Esto le aleja y le aísla por completo de la sociedad que le eligió. La única salida es dejar de escuchar, ir hacia adelante al precio que sea, aunque implique el sacrificio de miles de vidas humanas, tomando decisiones sin permitir recibir asesoramiento y ajeno a la pérdida de la capacidad de autocrítica ante los propios errores. Finalmente “cae” del poder y el baño de realidad implica un duelo imposible de elaborar, de modo que lo más probable es que desarrolle una clínica depresiva.
Esta sintomatología ya se observó en la Grecia clásica y se ha definido como el síndrome de Hubris. En griego antiguo, húbris (ὕϐρις) significa orgullo desmedido, arrogancia y presunción. Se caracteriza por un ego exageradamente sobredimensionado, ambición sin límite, actitud desafiante y temeraria, insolencia y un sesgo cognitivo que hace creer a quien lo padece que merece mucho más que el resto de los seres humanos, a quienes desprecia.
Síntomas del síndrome de Hubris:
* Exceso de autoconfianza.
* Conductas imprudentes.
* Gran sentimiento de superioridad. Arrogancia, soberbia y chulería.
* Preocupación exagerada por la autoimagen personal.
* Pasión por el lujo y las excentricidades.
* Convicción de que todo vale; el rival debe ser derrotado a cualquier precio.
* Creencia irracional de infalibilidad. Incapacidad de autocrítica y de asumir las responsabilidades de sus decisiones, que nunca reconocerá como erróneas.
* Desprecio por el asesoramiento profesional, que implicaría reconocer que otras personas saben más que ellos.
* Distanciamiento gradual de la realidad. Carencia de empatía, humanidad y compasión.
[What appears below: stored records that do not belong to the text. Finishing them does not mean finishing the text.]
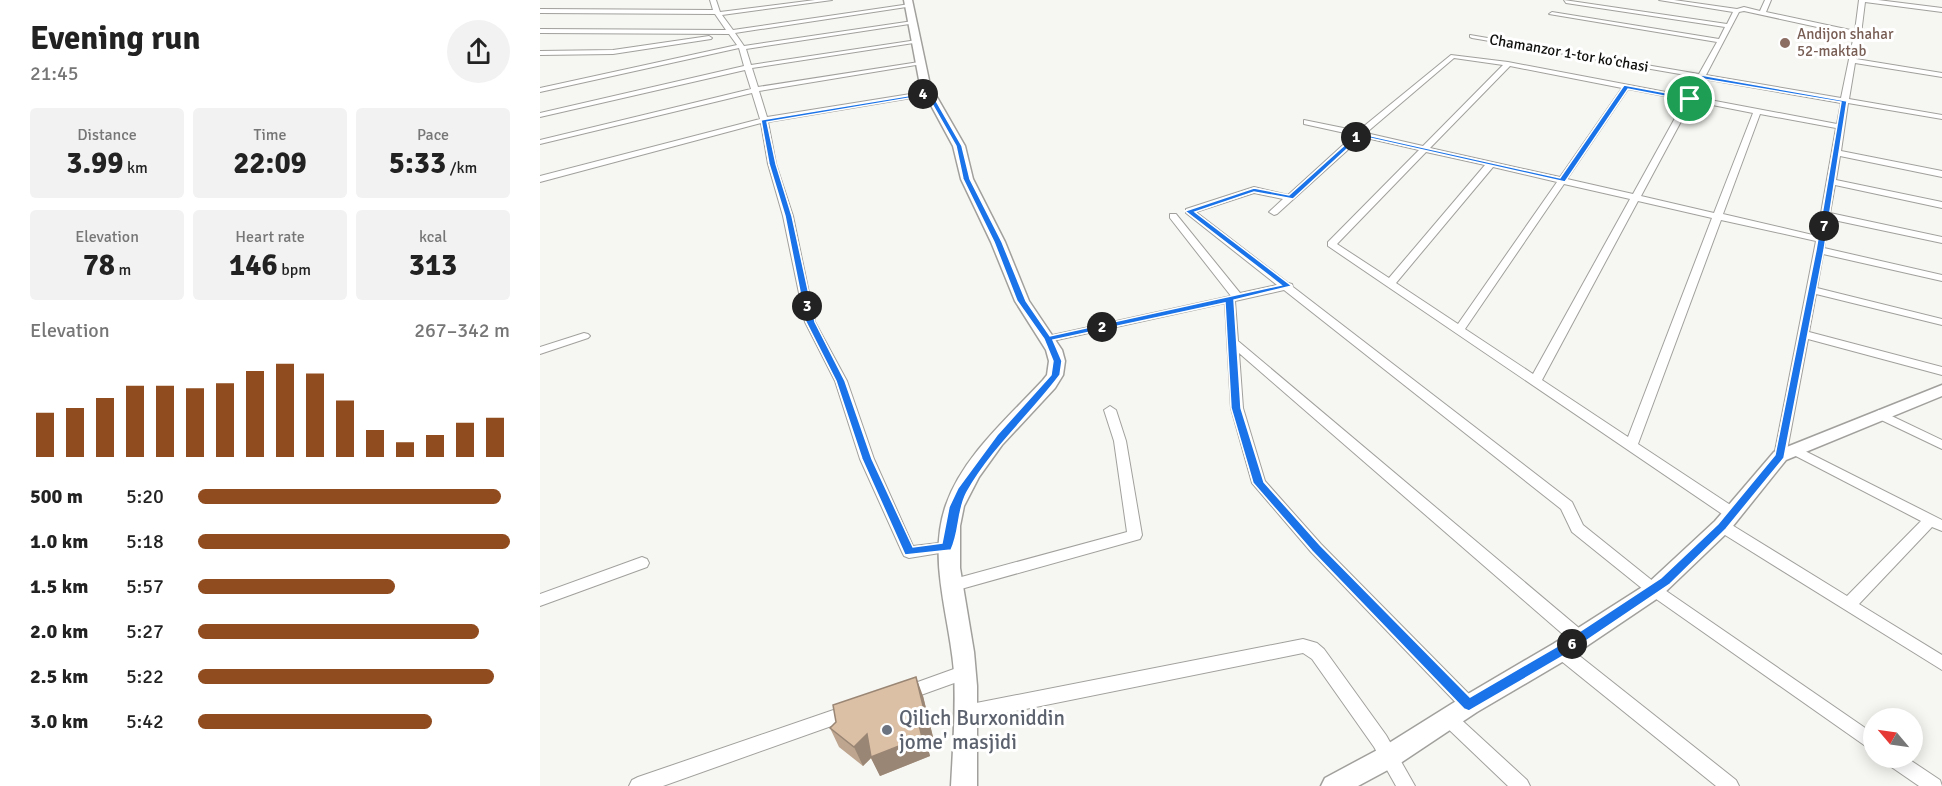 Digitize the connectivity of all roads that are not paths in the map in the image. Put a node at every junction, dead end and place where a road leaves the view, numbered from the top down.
1 (713, 0) edge
2 (829, 0) edge
3 (1662, 0) edge
4 (1768, 0) edge
5 (1863, 0) edge
6 (1566, 1) edge
7 (909, 3) edge
8 (1942, 10) edge
9 (540, 11) edge
10 (1737, 11) junction
11 (718, 13) junction
12 (1762, 13) junction
13 (1552, 14) dead end
14 (913, 23) junction
15 (1729, 26) junction
16 (540, 31) edge
17 (732, 33) junction
18 (1858, 34) junction
19 (1472, 36) dead end
20 (1720, 41) junction
21 (917, 42) junction
22 (741, 47) junction
23 (540, 53) edge
24 (1853, 61) junction
25 (919, 64) junction
26 (1508, 64) junction
27 (748, 67) junction
28 (1942, 75) edge
29 (1701, 76) junction
30 (1626, 87) junction
31 (540, 90) edge
32 (755, 91) junction
33 (929, 93) junction
34 (1690, 99) junction
35 (1844, 100) junction
36 (1757, 111) junction
37 (540, 115) edge
38 (1942, 117) edge
39 (764, 120) junction
40 (1307, 122) dead end
41 (1841, 127) junction
42 (1360, 134) junction
43 (540, 142) edge
44 (1423, 148) junction
45 (1837, 153) junction
46 (1491, 164) junction
47 (1942, 174) edge
48 (540, 179) edge
49 (1562, 181) junction
50 (1831, 182) junction
51 (1290, 198) junction
52 (1637, 198) junction
53 (1942, 205) edge
54 (1274, 212) dead end
55 (1826, 215) junction
56 (1173, 216) dead end
57 (1718, 216) junction
58 (1942, 240) edge
59 (1821, 245) junction
60 (1942, 278) edge
61 (1391, 283) junction
62 (1288, 286) junction
63 (1811, 290) junction
64 (1234, 299) junction
65 (1942, 322) edge
66 (1460, 329) junction
67 (1803, 334) junction
68 (584, 336) dead end
69 (1048, 339) junction
70 (1232, 341) junction
71 (540, 351) edge
72 (1942, 371) edge
73 (1536, 380) junction
74 (1942, 390) edge
75 (1110, 410) dead end
76 (1879, 414) junction
77 (1631, 445) junction
78 (1942, 446) edge
79 (1787, 453) junction
80 (1728, 520) junction
81 (1937, 523) edge
82 (947, 547) junction
83 (642, 563) dead end
84 (954, 585) junction
85 (1654, 590) junction
86 (540, 600) edge
87 (1849, 604) junction
88 (1579, 638) junction
89 (1561, 651) junction
90 (1942, 663) edge
91 (965, 672) junction
92 (886, 700) edge
93 (1469, 705) junction
94 (864, 708) edge
95 (966, 713) junction
96 (1448, 718) junction
97 (1863, 736) edge
98 (1390, 756) junction
99 (1908, 768) edge
100 (638, 786) edge
101 (964, 786) edge
102 (1334, 786) edge
103 (1406, 786) edge
104 (1521, 786) edge
105 (1730, 786) edge
106 (1934, 786) edge

1 - 11 street
2 - 11 street
3 - 10 street
4 - 12 street
5 - 8 street
5 - 18 street
6 - 15 street
7 - 14 street
7 - 17 street
9 - 11 street
10 - 12 street
10 - 15 street
11 - 17 street
12 - 18 street
13 - 20 street
14 - 21 street
14 - 22 street
15 - 20 street
16 - 17 street
17 - 22 street
17 - 23 street
18 - 24 street
19 - 29 street, Chamanzor 1-tor koʻchasi
20 - 29 street
21 - 25 street
21 - 27 street
22 - 27 street
22 - 31 street
24 - 28 street
24 - 35 street
25 - 32 street
25 - 33 street
26 - 30 street
26 - 42 street
26 - 44 street
27 - 32 street
27 - 37 street
29 - 34 street
29 - 35 street, Chamanzor 1-tor koʻchasi
30 - 34 street
30 - 49 street
32 - 39 street
32 - 43 street
33 - 39 street
33 - 69 street
34 - 36 street
34 - 52 street
35 - 38 street, Chamanzor 1-tor koʻchasi
35 - 41 street
36 - 41 street
36 - 57 street
39 - 48 street
39 - 82 street
40 - 42 street
41 - 45 street
42 - 44 street
42 - 51 street
44 - 46 street
44 - 61 street
45 - 47 street
45 - 50 street
46 - 49 street
46 - 61 street
49 - 52 street
49 - 66 street
50 - 53 street
50 - 55 street
51 - 54 street
51 - 62 street
52 - 57 street
52 - 73 street
55 - 58 street
55 - 59 street
56 - 64 street
57 - 59 street
57 - 77 street
59 - 60 street
59 - 63 street
61 - 66 street
62 - 64 street
62 - 85 street
63 - 65 street
63 - 67 street
64 - 69 street
64 - 70 street
66 - 73 street
67 - 72 street
67 - 79 street
68 - 71 street
69 - 82 street
70 - 88 street
70 - 93 street
73 - 77 street
74 - 76 street
75 - 84 street
76 - 78 street
76 - 79 street
77 - 80 street
79 - 80 street
79 - 81 street
80 - 85 street
80 - 87 street
81 - 87 street
82 - 84 street
83 - 86 street
84 - 91 street
85 - 88 street
85 - 97 street
87 - 90 street
88 - 89 street
89 - 93 street
89 - 105 street
91 - 92 street
91 - 95 street
93 - 96 street
94 - 100 street
95 - 98 street
95 - 101 street
96 - 98 street
96 - 104 street
98 - 102 street
98 - 103 street
99 - 106 street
* Incapacidad absoluta para la elaboración del duelo por la pérdida del rol de poder, que se solventa mediante las llamadas “puertas giratorias”, o que se mitiga mediante sustanciosas pagas vitalicias.
A pesar de que el síndrome de Hubris responde más a una caracterización sociológica, la psicología y psiquiatría siempre han reconocido los efectos que el poder puede generar en la salud mental. Como dice el proverbio, “aquel a quien los dioses quieren destruir, primero lo vuelven loco”.
Nos encontramos, pues, ante un problema circular que se retroalimenta. Los factores de riesgo de determinadas psicopatologías empujan al sujeto a encontrar en el ruedo político un ecosistema que tendría la función de normalizar los síntomas de la enfermedad mental.
Una vez dentro de la clase política, la actual aristocracia, el poder alimenta los factores de riesgo psicopatológico personales dentro de un gueto que los normaliza, pero el coste se paga en sintomatología de Hubris.
Sin duda, una espiral de la que resulta casi imposible salir, que cada vez aleja más al sujeto de la realidad. Y esta es, precisamente, la definición más simple de la psicopatología.